All over Port au Prince, the same spray-painted scrawl designates thousands of half-collapsed houses and buildings "à démolir."
According to the US civil engineers, only 40% of homes in Port-au-Prince remain safe to live in after the earthquake. But having identified the buildings that need to go, the Ministry of Public Works now says it does not have the money or the equipment to knock them down.
Some hang over the street by several feet, leaning out where a corner has buckled. These look as if they would fall with a single swing of a hammer. Others seem perfectly intact, until you see the first story has folded under the rest like a cow's legs at rest.

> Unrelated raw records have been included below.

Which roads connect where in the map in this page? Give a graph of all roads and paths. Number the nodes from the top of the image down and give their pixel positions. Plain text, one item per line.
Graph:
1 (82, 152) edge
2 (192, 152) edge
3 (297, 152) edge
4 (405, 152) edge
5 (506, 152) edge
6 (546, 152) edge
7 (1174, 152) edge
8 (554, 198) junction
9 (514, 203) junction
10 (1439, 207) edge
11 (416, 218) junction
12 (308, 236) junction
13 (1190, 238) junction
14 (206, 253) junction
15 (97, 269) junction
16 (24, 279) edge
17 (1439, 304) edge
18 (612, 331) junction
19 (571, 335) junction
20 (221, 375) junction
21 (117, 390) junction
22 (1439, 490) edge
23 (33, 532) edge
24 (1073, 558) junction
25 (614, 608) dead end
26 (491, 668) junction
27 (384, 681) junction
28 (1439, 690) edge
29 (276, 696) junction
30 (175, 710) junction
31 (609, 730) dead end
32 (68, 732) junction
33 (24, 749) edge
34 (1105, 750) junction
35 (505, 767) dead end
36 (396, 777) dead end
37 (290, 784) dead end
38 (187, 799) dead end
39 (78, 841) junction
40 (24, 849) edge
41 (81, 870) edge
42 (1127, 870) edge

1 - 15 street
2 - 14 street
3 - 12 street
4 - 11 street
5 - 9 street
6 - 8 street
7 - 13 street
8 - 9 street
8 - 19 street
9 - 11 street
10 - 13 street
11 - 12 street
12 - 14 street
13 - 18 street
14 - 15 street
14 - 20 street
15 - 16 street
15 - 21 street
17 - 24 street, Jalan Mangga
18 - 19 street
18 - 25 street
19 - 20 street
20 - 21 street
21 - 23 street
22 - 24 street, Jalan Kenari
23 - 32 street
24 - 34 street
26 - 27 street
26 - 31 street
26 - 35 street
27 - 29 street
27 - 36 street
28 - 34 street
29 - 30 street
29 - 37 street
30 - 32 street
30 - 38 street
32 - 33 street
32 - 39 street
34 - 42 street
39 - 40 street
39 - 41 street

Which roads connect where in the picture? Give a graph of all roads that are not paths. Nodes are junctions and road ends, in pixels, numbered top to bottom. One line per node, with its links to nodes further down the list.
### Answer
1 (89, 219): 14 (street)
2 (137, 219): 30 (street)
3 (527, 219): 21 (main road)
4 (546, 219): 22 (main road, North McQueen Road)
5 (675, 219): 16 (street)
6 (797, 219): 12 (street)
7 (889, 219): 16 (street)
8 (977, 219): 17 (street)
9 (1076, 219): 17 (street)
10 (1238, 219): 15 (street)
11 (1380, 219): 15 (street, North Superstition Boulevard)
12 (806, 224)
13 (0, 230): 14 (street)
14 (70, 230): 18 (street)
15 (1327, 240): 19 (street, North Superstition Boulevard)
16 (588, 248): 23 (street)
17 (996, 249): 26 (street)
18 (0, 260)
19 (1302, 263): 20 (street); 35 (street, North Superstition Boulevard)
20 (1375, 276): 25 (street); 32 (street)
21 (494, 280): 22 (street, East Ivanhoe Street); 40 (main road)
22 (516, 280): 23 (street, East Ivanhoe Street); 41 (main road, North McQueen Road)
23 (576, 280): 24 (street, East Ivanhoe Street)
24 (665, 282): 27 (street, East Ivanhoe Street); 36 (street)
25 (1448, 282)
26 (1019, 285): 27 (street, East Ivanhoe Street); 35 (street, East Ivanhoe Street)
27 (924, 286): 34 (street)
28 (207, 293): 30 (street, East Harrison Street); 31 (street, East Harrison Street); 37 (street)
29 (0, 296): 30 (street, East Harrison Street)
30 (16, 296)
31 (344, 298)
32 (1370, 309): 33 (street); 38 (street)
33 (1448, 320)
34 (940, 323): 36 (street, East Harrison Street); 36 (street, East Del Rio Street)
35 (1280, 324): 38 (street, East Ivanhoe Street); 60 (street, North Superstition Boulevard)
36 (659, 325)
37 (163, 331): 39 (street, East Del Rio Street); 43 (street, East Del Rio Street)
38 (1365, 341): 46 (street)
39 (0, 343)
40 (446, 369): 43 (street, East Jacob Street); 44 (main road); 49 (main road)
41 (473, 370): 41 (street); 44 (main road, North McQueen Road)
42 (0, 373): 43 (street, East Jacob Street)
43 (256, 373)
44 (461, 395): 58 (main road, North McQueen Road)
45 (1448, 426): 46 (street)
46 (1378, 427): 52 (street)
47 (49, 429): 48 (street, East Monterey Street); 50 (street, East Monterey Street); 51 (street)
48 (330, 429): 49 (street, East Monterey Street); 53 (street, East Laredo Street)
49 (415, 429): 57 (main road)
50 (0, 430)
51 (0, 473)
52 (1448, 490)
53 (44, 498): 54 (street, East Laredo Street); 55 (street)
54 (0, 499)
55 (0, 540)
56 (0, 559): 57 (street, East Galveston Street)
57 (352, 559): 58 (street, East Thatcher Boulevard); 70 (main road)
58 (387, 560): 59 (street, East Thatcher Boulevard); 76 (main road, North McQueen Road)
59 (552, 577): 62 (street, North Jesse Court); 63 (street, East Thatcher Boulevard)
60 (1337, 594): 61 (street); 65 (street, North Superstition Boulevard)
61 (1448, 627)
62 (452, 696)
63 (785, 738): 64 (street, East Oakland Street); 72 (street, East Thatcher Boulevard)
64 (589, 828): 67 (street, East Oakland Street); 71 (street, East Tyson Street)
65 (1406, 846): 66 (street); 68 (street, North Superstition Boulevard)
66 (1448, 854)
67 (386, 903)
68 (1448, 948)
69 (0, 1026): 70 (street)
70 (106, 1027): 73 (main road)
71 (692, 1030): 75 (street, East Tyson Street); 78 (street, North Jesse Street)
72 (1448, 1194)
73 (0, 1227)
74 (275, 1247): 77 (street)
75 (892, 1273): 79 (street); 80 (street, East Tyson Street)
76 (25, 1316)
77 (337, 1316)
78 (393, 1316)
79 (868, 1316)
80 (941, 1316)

Each day, the web of practicable roads in the city shifts slightly as some routes are barred by resettling rubble.
"We single out private residences for demolition simply to point out that those houses put the population in danger, the minister of Public Works Jacques Gabriel told the press recently, "but that doesn't mean that we will come knock down all of those houses."
Haiti's poor concrete and lack of building codes became notorious after the earthquake. Negligent builders and landlords clearly share the blame for what nature wrought, but the earthquake also left many without the means to rebuild or even clear rubble quickly enough to prevent further loss of life.
Dump trucks now fetch up to $1000 per day in Port au Prince, before gasoline. If the government doesn't have the bulldozers and the population can't afford it, knocking down these buildings will fall to the rain and the wind and the sun, and the results will be tragic.